_EXERCISE BRIEF:_
Images are to be excluded from the copy, and the records below reproduced word for word.

Collected data entries

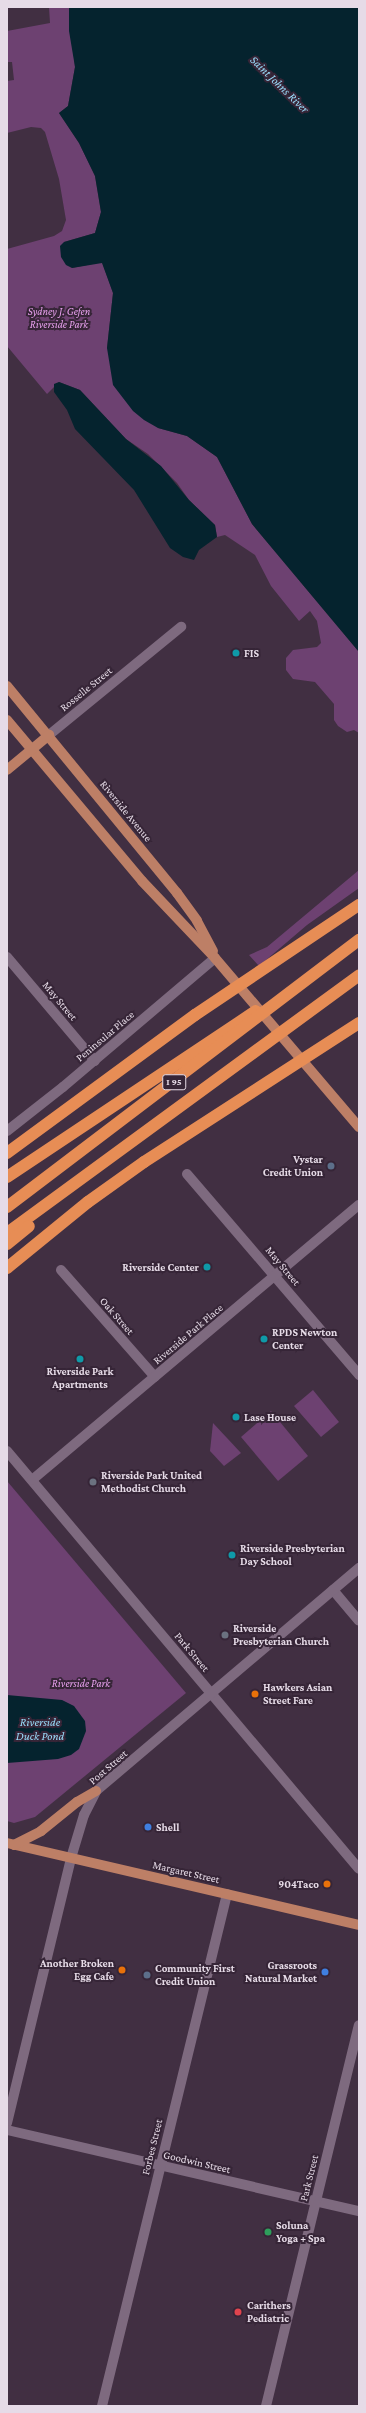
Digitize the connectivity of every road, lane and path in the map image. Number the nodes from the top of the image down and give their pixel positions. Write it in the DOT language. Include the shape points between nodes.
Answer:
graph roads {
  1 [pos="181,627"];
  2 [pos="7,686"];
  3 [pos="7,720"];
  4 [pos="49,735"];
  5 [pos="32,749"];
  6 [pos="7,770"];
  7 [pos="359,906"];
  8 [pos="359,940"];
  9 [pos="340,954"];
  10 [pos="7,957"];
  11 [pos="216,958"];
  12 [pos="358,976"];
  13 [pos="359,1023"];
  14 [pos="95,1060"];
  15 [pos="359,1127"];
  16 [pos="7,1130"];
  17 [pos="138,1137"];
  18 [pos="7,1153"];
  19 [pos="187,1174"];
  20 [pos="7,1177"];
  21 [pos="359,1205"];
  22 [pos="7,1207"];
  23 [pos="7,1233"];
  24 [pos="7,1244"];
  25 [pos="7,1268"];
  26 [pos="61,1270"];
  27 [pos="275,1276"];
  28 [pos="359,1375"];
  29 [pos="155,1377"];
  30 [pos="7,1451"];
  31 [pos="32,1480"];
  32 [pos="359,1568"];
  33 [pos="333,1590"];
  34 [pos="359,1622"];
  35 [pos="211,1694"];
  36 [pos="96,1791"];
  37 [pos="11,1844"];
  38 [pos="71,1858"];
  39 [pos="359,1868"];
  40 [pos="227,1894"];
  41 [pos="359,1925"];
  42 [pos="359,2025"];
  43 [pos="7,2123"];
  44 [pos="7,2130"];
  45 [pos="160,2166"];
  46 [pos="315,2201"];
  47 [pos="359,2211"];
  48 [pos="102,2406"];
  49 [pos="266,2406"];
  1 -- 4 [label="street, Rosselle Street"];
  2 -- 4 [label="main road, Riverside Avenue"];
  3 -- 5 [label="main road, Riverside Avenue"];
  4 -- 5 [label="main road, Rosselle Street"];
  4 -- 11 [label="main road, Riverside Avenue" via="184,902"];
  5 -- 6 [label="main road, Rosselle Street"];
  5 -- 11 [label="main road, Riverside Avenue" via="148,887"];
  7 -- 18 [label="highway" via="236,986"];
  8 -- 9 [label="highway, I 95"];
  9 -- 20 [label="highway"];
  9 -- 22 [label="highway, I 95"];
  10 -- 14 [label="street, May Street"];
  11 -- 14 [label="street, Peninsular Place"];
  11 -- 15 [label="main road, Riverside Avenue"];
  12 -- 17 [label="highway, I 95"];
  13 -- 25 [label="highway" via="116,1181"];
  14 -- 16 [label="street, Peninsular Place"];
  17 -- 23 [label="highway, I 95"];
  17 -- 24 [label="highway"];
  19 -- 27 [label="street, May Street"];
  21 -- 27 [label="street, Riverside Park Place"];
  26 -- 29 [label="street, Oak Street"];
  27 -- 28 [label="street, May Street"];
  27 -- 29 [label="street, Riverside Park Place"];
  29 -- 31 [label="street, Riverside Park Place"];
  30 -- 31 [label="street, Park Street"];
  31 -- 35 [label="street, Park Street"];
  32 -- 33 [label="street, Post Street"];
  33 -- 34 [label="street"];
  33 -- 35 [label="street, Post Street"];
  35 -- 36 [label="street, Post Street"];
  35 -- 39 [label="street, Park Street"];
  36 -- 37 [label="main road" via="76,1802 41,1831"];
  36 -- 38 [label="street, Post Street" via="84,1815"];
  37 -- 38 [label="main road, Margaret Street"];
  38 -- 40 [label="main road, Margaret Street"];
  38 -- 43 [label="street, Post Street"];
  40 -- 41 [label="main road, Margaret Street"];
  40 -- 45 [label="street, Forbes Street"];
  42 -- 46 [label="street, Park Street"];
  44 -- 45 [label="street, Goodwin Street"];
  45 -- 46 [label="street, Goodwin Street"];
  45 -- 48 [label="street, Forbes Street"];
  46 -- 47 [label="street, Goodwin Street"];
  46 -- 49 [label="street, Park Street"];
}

_RESULT OF THIS EXERCISE:_
Digitize the connectivity of every road, lane and path in the map image. Number the nodes from the top of the image down and give their pixel positions. Write it in the DOT language. Include the shape points between nodes.
Answer:
graph roads {
  1 [pos="181,627"];
  2 [pos="7,686"];
  3 [pos="7,720"];
  4 [pos="49,735"];
  5 [pos="32,749"];
  6 [pos="7,770"];
  7 [pos="359,906"];
  8 [pos="359,940"];
  9 [pos="340,954"];
  10 [pos="7,957"];
  11 [pos="216,958"];
  12 [pos="358,976"];
  13 [pos="359,1023"];
  14 [pos="95,1060"];
  15 [pos="359,1127"];
  16 [pos="7,1130"];
  17 [pos="138,1137"];
  18 [pos="7,1153"];
  19 [pos="187,1174"];
  20 [pos="7,1177"];
  21 [pos="359,1205"];
  22 [pos="7,1207"];
  23 [pos="7,1233"];
  24 [pos="7,1244"];
  25 [pos="7,1268"];
  26 [pos="61,1270"];
  27 [pos="275,1276"];
  28 [pos="359,1375"];
  29 [pos="155,1377"];
  30 [pos="7,1451"];
  31 [pos="32,1480"];
  32 [pos="359,1568"];
  33 [pos="333,1590"];
  34 [pos="359,1622"];
  35 [pos="211,1694"];
  36 [pos="96,1791"];
  37 [pos="11,1844"];
  38 [pos="71,1858"];
  39 [pos="359,1868"];
  40 [pos="227,1894"];
  41 [pos="359,1925"];
  42 [pos="359,2025"];
  43 [pos="7,2123"];
  44 [pos="7,2130"];
  45 [pos="160,2166"];
  46 [pos="315,2201"];
  47 [pos="359,2211"];
  48 [pos="102,2406"];
  49 [pos="266,2406"];
  1 -- 4 [label="street, Rosselle Street"];
  2 -- 4 [label="main road, Riverside Avenue"];
  3 -- 5 [label="main road, Riverside Avenue"];
  4 -- 5 [label="main road, Rosselle Street"];
  4 -- 11 [label="main road, Riverside Avenue" via="184,902"];
  5 -- 6 [label="main road, Rosselle Street"];
  5 -- 11 [label="main road, Riverside Avenue" via="148,887"];
  7 -- 18 [label="highway" via="236,986"];
  8 -- 9 [label="highway, I 95"];
  9 -- 20 [label="highway"];
  9 -- 22 [label="highway, I 95"];
  10 -- 14 [label="street, May Street"];
  11 -- 14 [label="street, Peninsular Place"];
  11 -- 15 [label="main road, Riverside Avenue"];
  12 -- 17 [label="highway, I 95"];
  13 -- 25 [label="highway" via="116,1181"];
  14 -- 16 [label="street, Peninsular Place"];
  17 -- 23 [label="highway, I 95"];
  17 -- 24 [label="highway"];
  19 -- 27 [label="street, May Street"];
  21 -- 27 [label="street, Riverside Park Place"];
  26 -- 29 [label="street, Oak Street"];
  27 -- 28 [label="street, May Street"];
  27 -- 29 [label="street, Riverside Park Place"];
  29 -- 31 [label="street, Riverside Park Place"];
  30 -- 31 [label="street, Park Street"];
  31 -- 35 [label="street, Park Street"];
  32 -- 33 [label="street, Post Street"];
  33 -- 34 [label="street"];
  33 -- 35 [label="street, Post Street"];
  35 -- 36 [label="street, Post Street"];
  35 -- 39 [label="street, Park Street"];
  36 -- 37 [label="main road" via="76,1802 41,1831"];
  36 -- 38 [label="street, Post Street" via="84,1815"];
  37 -- 38 [label="main road, Margaret Street"];
  38 -- 40 [label="main road, Margaret Street"];
  38 -- 43 [label="street, Post Street"];
  40 -- 41 [label="main road, Margaret Street"];
  40 -- 45 [label="street, Forbes Street"];
  42 -- 46 [label="street, Park Street"];
  44 -- 45 [label="street, Goodwin Street"];
  45 -- 46 [label="street, Goodwin Street"];
  45 -- 48 [label="street, Forbes Street"];
  46 -- 47 [label="street, Goodwin Street"];
  46 -- 49 [label="street, Park Street"];
}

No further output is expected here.